▸ Stored entries

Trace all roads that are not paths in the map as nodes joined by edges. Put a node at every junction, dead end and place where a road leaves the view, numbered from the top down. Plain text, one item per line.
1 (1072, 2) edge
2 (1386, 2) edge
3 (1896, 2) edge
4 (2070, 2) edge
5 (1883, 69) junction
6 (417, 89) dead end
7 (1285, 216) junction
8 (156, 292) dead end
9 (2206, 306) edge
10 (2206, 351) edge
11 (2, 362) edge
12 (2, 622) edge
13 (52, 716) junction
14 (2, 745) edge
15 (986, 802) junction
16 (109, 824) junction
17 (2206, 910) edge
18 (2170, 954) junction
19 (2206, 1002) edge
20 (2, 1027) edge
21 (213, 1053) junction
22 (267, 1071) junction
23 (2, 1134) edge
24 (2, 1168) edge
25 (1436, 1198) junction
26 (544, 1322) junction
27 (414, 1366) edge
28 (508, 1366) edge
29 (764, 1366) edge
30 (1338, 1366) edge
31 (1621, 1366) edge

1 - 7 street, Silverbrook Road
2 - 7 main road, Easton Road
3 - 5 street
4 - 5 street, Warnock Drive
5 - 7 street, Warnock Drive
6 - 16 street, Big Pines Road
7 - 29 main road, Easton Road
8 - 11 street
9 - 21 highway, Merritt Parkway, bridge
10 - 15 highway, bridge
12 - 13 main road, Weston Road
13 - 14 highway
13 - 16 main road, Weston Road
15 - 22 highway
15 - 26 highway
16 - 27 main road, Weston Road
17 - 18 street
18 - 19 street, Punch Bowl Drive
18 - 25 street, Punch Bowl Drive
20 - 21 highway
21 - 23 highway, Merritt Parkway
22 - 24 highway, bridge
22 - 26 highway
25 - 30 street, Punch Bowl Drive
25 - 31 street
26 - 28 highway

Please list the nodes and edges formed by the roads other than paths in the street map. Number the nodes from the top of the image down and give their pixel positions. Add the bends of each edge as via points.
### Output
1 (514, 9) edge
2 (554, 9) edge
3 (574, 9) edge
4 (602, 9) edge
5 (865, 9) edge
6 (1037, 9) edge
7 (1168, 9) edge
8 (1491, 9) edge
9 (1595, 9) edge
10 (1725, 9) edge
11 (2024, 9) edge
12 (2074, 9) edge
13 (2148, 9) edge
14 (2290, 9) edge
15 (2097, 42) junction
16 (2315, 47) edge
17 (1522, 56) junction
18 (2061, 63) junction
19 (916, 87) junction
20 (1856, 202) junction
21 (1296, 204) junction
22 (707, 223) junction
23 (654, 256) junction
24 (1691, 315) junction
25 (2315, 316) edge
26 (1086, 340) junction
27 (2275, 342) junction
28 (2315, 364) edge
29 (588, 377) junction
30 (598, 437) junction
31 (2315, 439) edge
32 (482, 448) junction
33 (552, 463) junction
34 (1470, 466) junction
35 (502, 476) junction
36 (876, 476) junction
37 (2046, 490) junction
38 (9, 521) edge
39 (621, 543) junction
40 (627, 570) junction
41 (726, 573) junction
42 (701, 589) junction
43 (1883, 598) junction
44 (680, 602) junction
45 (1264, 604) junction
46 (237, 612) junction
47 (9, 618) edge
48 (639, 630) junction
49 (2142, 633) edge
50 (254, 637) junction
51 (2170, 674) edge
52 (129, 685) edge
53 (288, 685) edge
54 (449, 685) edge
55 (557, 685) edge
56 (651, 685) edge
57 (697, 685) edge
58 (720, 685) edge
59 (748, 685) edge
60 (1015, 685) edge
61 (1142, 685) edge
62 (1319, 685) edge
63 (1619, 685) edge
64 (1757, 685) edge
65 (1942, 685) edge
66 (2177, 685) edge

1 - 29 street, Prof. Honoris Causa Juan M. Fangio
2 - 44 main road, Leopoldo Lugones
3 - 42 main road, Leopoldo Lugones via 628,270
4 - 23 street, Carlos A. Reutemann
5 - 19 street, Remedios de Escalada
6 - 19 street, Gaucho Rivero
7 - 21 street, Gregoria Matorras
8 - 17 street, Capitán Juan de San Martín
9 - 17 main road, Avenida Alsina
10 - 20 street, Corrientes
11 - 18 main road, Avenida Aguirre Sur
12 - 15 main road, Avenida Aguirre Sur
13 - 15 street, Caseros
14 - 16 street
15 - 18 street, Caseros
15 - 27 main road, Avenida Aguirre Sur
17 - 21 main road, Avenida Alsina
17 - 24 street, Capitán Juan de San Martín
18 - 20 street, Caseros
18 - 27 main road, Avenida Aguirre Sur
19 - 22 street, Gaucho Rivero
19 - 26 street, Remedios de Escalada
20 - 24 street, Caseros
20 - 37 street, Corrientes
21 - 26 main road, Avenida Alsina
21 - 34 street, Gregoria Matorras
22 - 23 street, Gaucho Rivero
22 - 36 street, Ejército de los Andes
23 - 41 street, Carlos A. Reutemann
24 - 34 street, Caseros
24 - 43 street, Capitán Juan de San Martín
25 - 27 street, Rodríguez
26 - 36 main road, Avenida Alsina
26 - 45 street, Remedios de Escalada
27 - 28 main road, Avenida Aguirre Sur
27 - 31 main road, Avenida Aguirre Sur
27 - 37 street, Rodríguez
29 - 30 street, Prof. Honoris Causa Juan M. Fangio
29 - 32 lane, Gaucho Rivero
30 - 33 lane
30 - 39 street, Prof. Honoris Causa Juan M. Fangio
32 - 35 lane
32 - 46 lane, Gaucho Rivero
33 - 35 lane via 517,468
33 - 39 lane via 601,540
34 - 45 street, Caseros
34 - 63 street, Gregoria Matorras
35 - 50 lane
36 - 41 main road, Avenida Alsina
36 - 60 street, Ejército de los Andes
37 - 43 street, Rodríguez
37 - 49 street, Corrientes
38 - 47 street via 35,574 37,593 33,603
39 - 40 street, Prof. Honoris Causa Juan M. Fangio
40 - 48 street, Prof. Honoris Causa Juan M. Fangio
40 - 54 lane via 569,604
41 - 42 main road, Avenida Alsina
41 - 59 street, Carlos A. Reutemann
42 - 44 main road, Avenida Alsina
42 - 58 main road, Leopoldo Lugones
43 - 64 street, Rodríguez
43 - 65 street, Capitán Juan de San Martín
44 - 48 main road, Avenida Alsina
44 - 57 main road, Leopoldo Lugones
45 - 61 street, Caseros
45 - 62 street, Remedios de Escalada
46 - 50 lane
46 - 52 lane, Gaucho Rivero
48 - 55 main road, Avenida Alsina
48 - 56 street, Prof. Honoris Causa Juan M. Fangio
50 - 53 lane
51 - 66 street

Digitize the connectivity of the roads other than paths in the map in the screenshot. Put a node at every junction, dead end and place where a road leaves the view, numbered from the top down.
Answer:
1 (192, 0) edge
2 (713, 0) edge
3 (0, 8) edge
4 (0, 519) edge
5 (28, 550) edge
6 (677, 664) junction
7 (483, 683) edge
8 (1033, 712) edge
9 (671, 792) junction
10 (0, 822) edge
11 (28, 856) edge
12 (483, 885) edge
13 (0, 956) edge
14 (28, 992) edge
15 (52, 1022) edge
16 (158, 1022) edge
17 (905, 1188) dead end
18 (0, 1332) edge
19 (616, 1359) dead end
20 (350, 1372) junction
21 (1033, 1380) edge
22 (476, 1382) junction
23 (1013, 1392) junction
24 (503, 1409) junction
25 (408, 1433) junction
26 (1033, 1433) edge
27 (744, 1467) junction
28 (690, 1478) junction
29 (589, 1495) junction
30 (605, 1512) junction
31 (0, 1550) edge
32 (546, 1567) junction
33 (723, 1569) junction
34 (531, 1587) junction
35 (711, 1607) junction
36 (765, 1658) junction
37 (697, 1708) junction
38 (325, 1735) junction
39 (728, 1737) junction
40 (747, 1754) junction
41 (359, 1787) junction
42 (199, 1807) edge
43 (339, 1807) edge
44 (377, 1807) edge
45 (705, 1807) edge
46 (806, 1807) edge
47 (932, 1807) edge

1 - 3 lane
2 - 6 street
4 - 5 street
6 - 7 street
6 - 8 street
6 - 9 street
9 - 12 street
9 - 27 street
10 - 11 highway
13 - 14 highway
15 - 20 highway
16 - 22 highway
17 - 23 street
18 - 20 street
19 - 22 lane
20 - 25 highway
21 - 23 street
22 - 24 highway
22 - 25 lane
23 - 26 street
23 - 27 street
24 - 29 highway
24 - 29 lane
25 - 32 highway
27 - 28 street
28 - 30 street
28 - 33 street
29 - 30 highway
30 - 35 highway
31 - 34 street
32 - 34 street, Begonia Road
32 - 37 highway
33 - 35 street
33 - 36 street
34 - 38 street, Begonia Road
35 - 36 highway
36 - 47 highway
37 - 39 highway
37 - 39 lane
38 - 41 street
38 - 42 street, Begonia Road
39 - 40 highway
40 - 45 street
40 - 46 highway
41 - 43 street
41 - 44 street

▸ Activity
Retype exactly the lines of the data above, starting at its first line and finishing with the line that has "Please list the" in it.

▸ Reply
Trace all roads that are not paths in the map as nodes joined by edges. Put a node at every junction, dead end and place where a road leaves the view, numbered from the top down. Plain text, one item per line.
1 (1072, 2) edge
2 (1386, 2) edge
3 (1896, 2) edge
4 (2070, 2) edge
5 (1883, 69) junction
6 (417, 89) dead end
7 (1285, 216) junction
8 (156, 292) dead end
9 (2206, 306) edge
10 (2206, 351) edge
11 (2, 362) edge
12 (2, 622) edge
13 (52, 716) junction
14 (2, 745) edge
15 (986, 802) junction
16 (109, 824) junction
17 (2206, 910) edge
18 (2170, 954) junction
19 (2206, 1002) edge
20 (2, 1027) edge
21 (213, 1053) junction
22 (267, 1071) junction
23 (2, 1134) edge
24 (2, 1168) edge
25 (1436, 1198) junction
26 (544, 1322) junction
27 (414, 1366) edge
28 (508, 1366) edge
29 (764, 1366) edge
30 (1338, 1366) edge
31 (1621, 1366) edge

1 - 7 street, Silverbrook Road
2 - 7 main road, Easton Road
3 - 5 street
4 - 5 street, Warnock Drive
5 - 7 street, Warnock Drive
6 - 16 street, Big Pines Road
7 - 29 main road, Easton Road
8 - 11 street
9 - 21 highway, Merritt Parkway, bridge
10 - 15 highway, bridge
12 - 13 main road, Weston Road
13 - 14 highway
13 - 16 main road, Weston Road
15 - 22 highway
15 - 26 highway
16 - 27 main road, Weston Road
17 - 18 street
18 - 19 street, Punch Bowl Drive
18 - 25 street, Punch Bowl Drive
20 - 21 highway
21 - 23 highway, Merritt Parkway
22 - 24 highway, bridge
22 - 26 highway
25 - 30 street, Punch Bowl Drive
25 - 31 street
26 - 28 highway

Please list the nodes and edges formed by the roads other than paths in the street map. Number the nodes from the top of the image down and give their pixel positions. Add the bends of each edge as via points.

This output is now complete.